The Duel That Spanned The Ages Review

I play-tested an earlier version of this game, although I didn’t finish it then.  No walkthrough; I got stuck.

(Please provide your beta-tester with a walkthrough.  This is Conrad’s law of the unsavvy beta-tester.)

Anyway, as a long-term newbie to the field of IF, I’ll say that every now and then this author conveys that he’s a newbie.  He slips into cliche, with Space Marines shouting, “Go, go, go!”; there’s something a little young in his attitude toward war-toys; in the hints/about file, he’s over-chatty.

With all that said, this is an impressive game.  It works.  And, paricularly from a newbie, it’s damn impressive.

The game is a bit like Alien II, with a Space Marine hero, an abandoned slaughtered space outpost, a goodly number of corpses, and some alien critters who must be fought off and avoided.

There are some minor troubles here and there.  I had understood that the power was out in this complex you’re in; at some point, you find an elevator with the doors stuck open.  But this doesn’t mean it doesn’t work; that’s just how space elevators park, apparently.

That’s not a spoiler, by the way, because it’s not supposed to be a puzzle.  But see, this is why I have trouble with IF.  It doesn’t occur to me that the elevators are working.

There’s a more serious problem in the pacing of the game, in the beginning.  We have a long, looong cut-scene introduction.  Three densely-written screens of text that, as it turns out, have really no bearing on the game.

Then that’s followed by a brief intro scene, in which something happens that the player might want to have some agency over or say about, and which he has no say about or agency over.  So, why is it interactive?

Also, if you’re starting out, you’re strongly encouraged to type ABOUT; and if you do, you’ll find a more elaborate ABOUT menu than usual, in which you can fritter away a good deal of time.  And that’s a problem, especially with the two intros, because it sucks away your gumption.

It’s actually a very fast, actiony, combatty game — which is very impressive to me, since this is generally considered to be something IF doesn’t do well.  I think we’re really starting to see a new kind of game emerge, and _Duel of the Ages_ convinced me that action IF is possible.
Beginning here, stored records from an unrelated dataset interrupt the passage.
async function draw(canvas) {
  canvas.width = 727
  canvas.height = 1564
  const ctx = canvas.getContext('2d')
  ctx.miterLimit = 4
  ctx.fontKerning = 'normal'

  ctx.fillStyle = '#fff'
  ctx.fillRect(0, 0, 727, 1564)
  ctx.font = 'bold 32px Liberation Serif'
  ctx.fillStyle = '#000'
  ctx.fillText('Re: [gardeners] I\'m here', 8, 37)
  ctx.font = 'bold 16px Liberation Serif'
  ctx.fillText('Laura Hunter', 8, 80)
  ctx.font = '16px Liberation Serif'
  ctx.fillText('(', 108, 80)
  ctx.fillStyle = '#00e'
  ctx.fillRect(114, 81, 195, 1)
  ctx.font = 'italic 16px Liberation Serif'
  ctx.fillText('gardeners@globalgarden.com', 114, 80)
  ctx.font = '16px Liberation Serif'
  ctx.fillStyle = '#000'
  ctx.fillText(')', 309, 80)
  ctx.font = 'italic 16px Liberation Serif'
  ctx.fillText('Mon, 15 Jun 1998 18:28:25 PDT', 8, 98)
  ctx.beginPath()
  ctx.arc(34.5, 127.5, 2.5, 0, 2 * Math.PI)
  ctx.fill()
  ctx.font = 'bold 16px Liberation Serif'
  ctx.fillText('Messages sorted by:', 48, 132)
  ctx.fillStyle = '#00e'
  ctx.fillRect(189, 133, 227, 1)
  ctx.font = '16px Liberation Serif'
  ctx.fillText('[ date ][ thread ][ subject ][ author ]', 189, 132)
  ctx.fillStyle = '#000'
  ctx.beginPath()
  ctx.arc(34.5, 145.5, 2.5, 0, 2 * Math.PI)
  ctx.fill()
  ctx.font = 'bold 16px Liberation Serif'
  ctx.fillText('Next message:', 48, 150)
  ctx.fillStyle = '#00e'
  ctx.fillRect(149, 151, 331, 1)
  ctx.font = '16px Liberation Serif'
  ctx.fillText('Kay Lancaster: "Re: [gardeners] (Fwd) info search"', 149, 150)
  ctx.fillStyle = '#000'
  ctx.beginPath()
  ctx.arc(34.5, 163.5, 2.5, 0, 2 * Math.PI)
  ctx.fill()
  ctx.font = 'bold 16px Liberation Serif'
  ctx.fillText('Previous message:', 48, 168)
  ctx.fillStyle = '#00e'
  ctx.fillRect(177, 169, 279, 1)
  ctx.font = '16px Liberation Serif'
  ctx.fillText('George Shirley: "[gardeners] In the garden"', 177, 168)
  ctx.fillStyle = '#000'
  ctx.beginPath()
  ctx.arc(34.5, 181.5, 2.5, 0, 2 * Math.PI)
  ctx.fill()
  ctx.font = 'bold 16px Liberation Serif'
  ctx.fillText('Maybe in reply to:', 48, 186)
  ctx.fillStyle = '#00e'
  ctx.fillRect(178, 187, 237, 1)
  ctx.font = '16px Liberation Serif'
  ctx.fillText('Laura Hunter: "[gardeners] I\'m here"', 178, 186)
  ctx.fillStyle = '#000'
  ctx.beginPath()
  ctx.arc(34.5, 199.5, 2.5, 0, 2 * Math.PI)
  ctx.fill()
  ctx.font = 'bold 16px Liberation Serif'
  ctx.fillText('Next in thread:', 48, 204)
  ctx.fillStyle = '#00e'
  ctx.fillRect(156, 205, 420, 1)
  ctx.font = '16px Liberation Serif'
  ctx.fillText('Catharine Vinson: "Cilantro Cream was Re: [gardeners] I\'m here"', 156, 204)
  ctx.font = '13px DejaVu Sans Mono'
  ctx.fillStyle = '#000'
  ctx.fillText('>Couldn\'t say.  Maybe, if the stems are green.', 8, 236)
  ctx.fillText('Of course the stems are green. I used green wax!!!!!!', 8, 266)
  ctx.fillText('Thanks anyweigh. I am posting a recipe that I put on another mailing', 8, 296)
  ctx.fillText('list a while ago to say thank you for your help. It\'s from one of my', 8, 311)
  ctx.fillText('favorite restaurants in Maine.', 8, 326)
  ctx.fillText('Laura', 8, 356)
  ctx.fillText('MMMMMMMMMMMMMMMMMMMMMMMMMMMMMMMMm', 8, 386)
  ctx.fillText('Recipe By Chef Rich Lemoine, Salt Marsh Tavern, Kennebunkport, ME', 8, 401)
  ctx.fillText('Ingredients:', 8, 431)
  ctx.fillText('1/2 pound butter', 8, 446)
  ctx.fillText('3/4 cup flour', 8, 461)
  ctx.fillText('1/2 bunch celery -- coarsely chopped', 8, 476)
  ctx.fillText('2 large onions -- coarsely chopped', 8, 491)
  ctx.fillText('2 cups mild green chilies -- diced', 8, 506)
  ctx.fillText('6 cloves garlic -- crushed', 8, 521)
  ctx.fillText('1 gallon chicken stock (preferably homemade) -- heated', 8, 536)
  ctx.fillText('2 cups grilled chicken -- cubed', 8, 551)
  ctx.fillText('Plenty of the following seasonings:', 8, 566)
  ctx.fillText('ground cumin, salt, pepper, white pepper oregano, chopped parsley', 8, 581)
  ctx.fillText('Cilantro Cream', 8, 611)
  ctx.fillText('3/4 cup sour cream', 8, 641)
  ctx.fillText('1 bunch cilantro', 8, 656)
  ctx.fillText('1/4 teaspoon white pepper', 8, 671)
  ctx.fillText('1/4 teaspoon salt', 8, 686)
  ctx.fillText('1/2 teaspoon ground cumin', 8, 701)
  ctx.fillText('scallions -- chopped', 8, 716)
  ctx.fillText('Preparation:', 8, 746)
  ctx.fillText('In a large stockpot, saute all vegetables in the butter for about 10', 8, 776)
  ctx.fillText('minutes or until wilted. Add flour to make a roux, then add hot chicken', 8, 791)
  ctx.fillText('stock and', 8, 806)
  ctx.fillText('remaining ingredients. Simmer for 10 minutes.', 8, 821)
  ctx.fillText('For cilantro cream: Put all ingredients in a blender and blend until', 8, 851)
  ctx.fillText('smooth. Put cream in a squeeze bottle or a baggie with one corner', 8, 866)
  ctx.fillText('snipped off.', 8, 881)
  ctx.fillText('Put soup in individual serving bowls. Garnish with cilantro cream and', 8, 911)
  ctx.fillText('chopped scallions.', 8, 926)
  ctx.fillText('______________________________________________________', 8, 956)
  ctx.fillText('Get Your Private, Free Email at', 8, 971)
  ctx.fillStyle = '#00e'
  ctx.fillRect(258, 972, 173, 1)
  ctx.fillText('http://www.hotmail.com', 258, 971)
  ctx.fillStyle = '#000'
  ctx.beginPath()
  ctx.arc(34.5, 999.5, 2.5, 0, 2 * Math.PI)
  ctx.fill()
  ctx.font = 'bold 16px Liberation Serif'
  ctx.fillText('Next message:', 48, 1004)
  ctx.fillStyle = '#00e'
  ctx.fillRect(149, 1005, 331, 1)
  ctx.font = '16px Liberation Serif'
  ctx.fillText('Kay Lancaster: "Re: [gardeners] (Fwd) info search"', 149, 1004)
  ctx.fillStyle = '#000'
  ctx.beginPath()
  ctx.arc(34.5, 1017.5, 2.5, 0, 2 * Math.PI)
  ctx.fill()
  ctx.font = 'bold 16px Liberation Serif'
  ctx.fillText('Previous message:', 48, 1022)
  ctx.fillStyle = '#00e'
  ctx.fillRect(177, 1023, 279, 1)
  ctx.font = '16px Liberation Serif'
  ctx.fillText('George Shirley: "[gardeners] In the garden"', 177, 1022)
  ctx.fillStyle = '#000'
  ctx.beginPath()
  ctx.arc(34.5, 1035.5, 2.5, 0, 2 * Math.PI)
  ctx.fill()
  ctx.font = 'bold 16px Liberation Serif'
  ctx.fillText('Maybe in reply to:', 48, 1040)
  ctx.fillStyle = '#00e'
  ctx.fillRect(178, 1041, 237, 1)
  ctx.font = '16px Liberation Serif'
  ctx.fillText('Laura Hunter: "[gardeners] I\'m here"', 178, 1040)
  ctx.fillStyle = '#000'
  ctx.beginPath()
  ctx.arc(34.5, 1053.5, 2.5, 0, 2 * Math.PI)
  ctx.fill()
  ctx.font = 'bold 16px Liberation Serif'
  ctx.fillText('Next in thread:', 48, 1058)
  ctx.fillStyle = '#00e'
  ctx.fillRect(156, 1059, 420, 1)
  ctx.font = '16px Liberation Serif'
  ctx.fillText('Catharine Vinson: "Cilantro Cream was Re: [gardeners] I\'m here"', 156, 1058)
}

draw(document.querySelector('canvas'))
There’s not enough backstory — we end up with something a bit like the X-Files, with the equivalents of those scenes where guys hanging out in smoke-filled rooms have conversations like:

“Do you think he’ll have to be … eliminated?”

“I don’t know … yet.”

— but the author never gets around to revealing what’s actually going on.

Here are some rules (of thumb), adapted from classical fiction to IF:

* Keep teasers short.  A non-interactive scene that has no bearing on the PC’s immediate initial situation — the kind of thing that would in a fantasy novel be an all-in-italics prologue about a woman in the wilderness giving birth to a child and dying — really shouldn’t go more than one screen; that is, three mid-length paragraphs.

* Put flashbacks in only after the action is under way.  In this case, that would mean the scene in the bar should come just before the part with the crater.

* By a third of the way through the story, the main character should have a good idea what’s going on.  By two-thirds, he should know almost everything, and be facing a Nearly Impossible Task.  Just before the ending — almost too late — you can throw in the Last Piece of Critical Information.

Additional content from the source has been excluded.